I’m using finite differences to automatically test autodiff vs. double-based implementations. I’m running into problems with the functional stan::math::finite_diff_gradient (in stan/math/prim/mat/functor/finite_diff_gradient.hpp) when inputs are small or large.
Our finite differences algorithm uses a default epsilon of 1e-3 and evaluates f(x) at x, x +/- epsilon, x +/- 2 * epsilon, and x +/- 3 * epsilon. I can configure the epsilon per call, but I’d rather have something more automatic so that the tests remain simple.
QUESTION 1: Would it make sense to use an epsilon for finite differences that is defined relative to the input value x, say something like epsilon * abs(x)?
QUESTION 2: Would it make sense to build that directly into the finite differences functionals (there’s also the Hessian and gradient of Hessian), or should I do it from the test framework? There’s the issue of backward compatibility if the meaning of epsilon changes from absolute to relative.
QUESTION 3: (Extra credit) Any hints about evaluating at x = 0? What I do now is just default to an absolute error test; all the other tests use relative error to compare autodiff gradients and finite difference gradients.
At any x the minimum step size has to be at least such that both x+\epsilon and f(x+\epsilon) are representable. There is a function std::nextafter which “Returns the next representable value of from in the direction of to.”. This doesn’t yet guarantee that intermediate computations don’t fail due to the lack pf precision. Maybe the largest value from nextafter for x and f(x) multiplied by something to avoid lack of precision in intermediate steps?
In practice I have always used 1e-6 which I found to be necessary and sufficient in most cases, in line with the advice in the Wikipedia article.
Regarding the error analysis, what we really want to know is the error in the finite difference approximation, which for a second-order central difference I believe scales as the third-derivative of the target function,
The difficulty is then in estimating the value of that fourth-derivative at the input point, which is often nothing like the value of the input itself especially for inputs near zero.

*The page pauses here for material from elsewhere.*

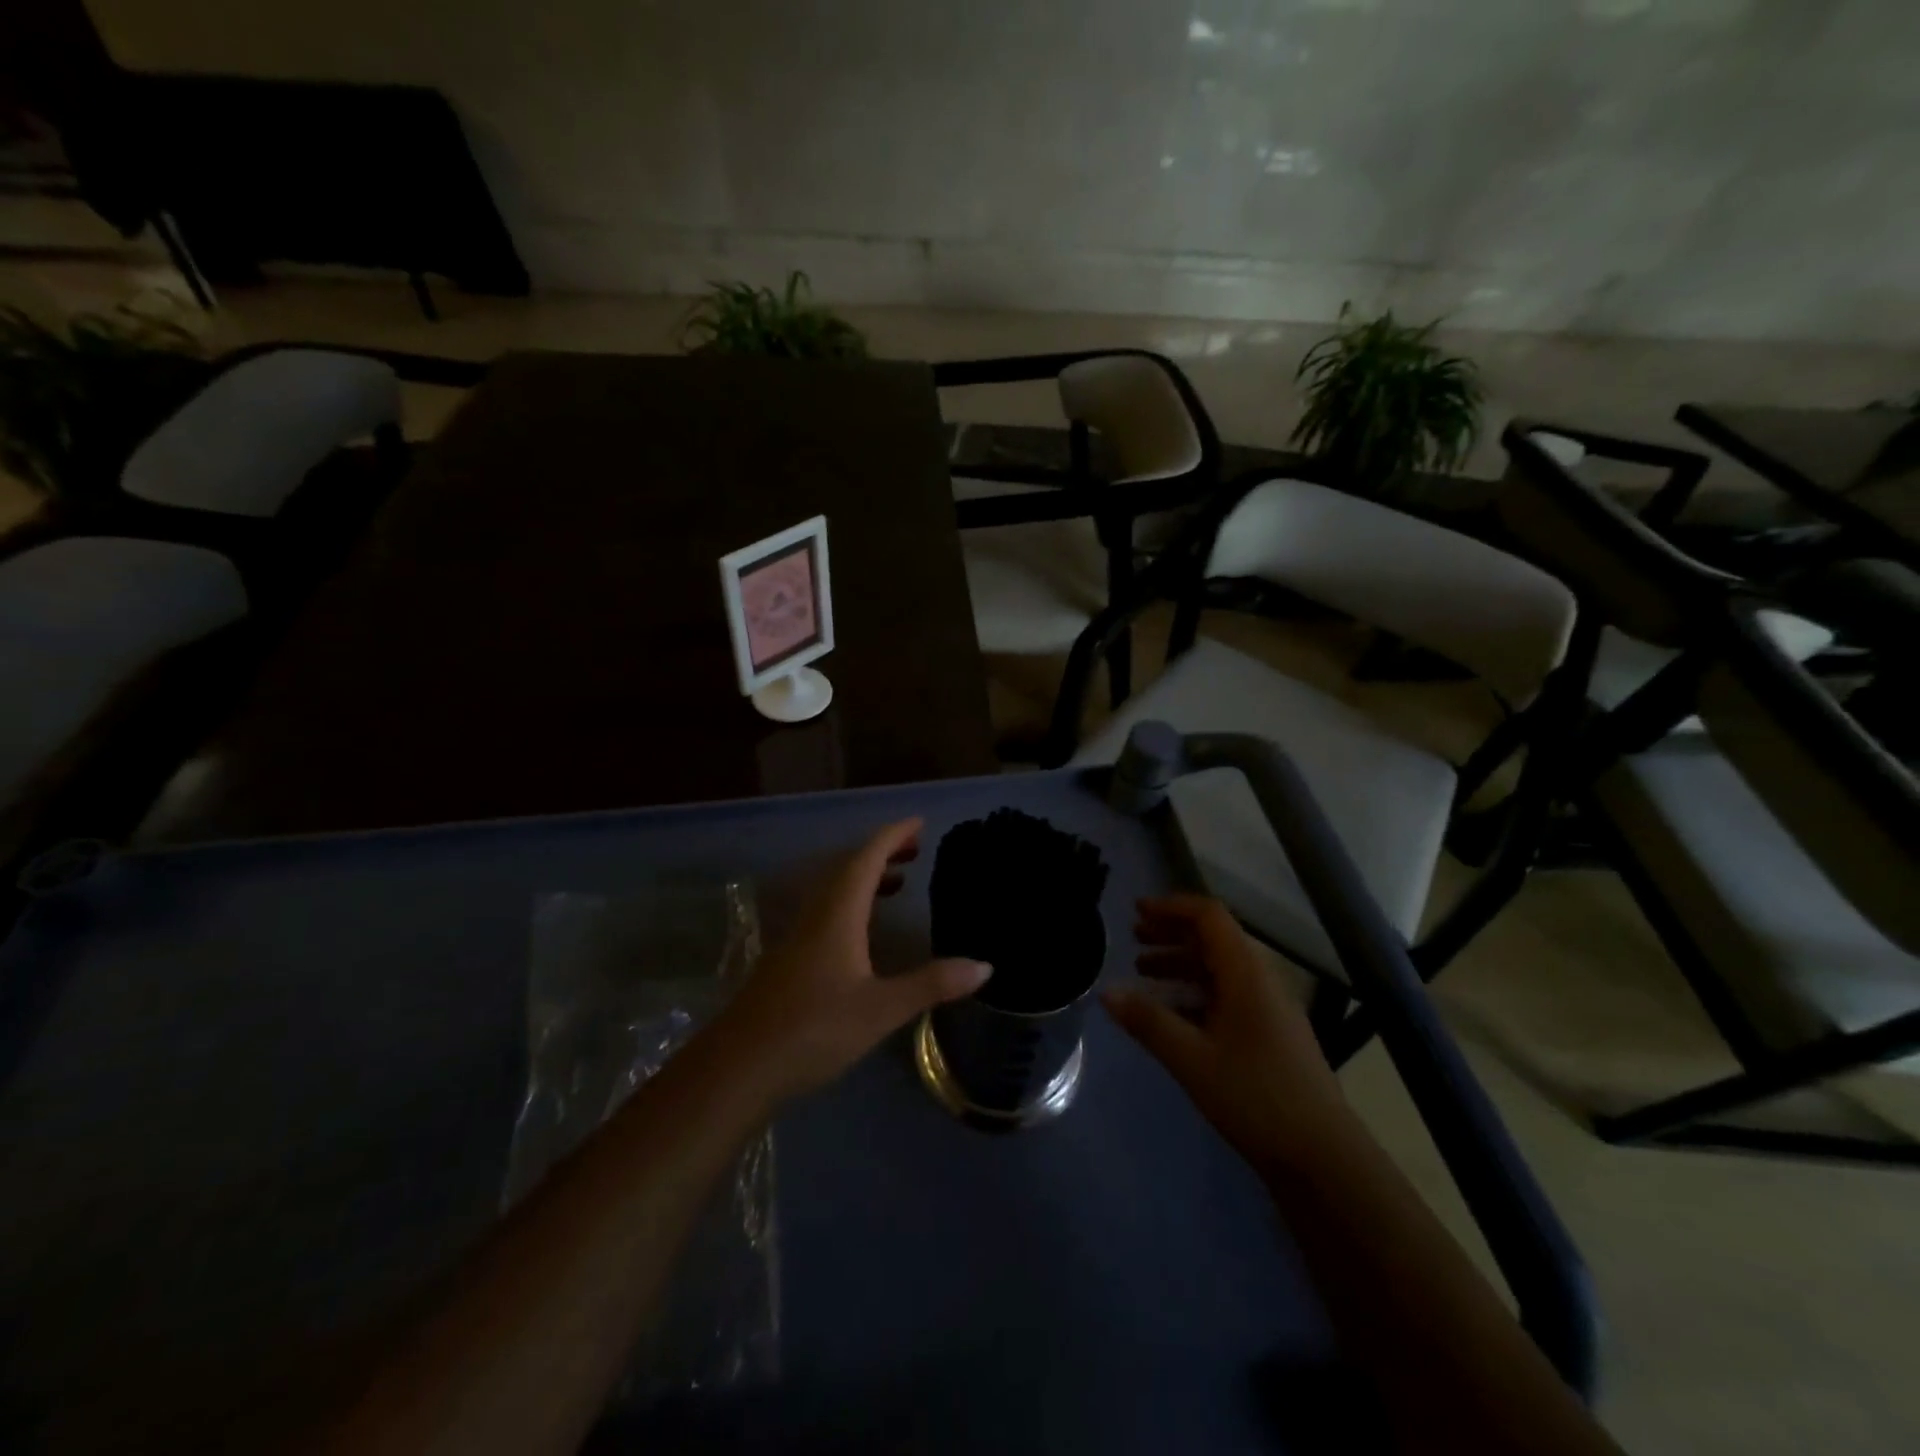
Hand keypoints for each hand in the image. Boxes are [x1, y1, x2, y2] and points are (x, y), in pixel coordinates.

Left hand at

One heuristic would be to add an additive offset to better approximate the fourth derivative,
Another would be to use a finite-difference approximation of the third derivative itself. The interesting thing about this approach is that it gives you some handle on the scaling – by changing \epsilon and comparing to the third derivative estimate you can see if you’re getting a more precise estimate (which is good) or a flat estimate (which indicates floating point problems).
Sadly my numerical methods notes are at my parents’ place so I can’t speak to a few there tricks that I vaguely remember but can’t find references for.
The simple recommendation is to evaluate f(x) and f(x + h) with h = \sqrt{\epsilon} \, x, where \epsilon is the machine precision, whihc is roughly \epsilon \approx 10^{-16} for double-precision, so \sqrt \epsilon \approx 10^{-8}. The more complex technique uses second derivatives to choose a better h, but I don’t think we need to be that extreme.
Obviously, this won’t work when x = 0, hence my question 3.
Specifically, if x = 1e-20, I want the difference used to be 1e-28, I think. It’s just that when it’s zero, I can’t make it zero. I could make it really small, though, like 1e-20, but then I’d worry about overflow/underflow issues.
I don’t think you want the difference to be 1e-28 for most functions. If f'(x) < C for some x in a neighbhourhood of zero (which will basically always happen for functions that we care about in Stan), then |f(1e-28) - f(0)| \leq C * 1e-28 which will almost definitely lead to underflow.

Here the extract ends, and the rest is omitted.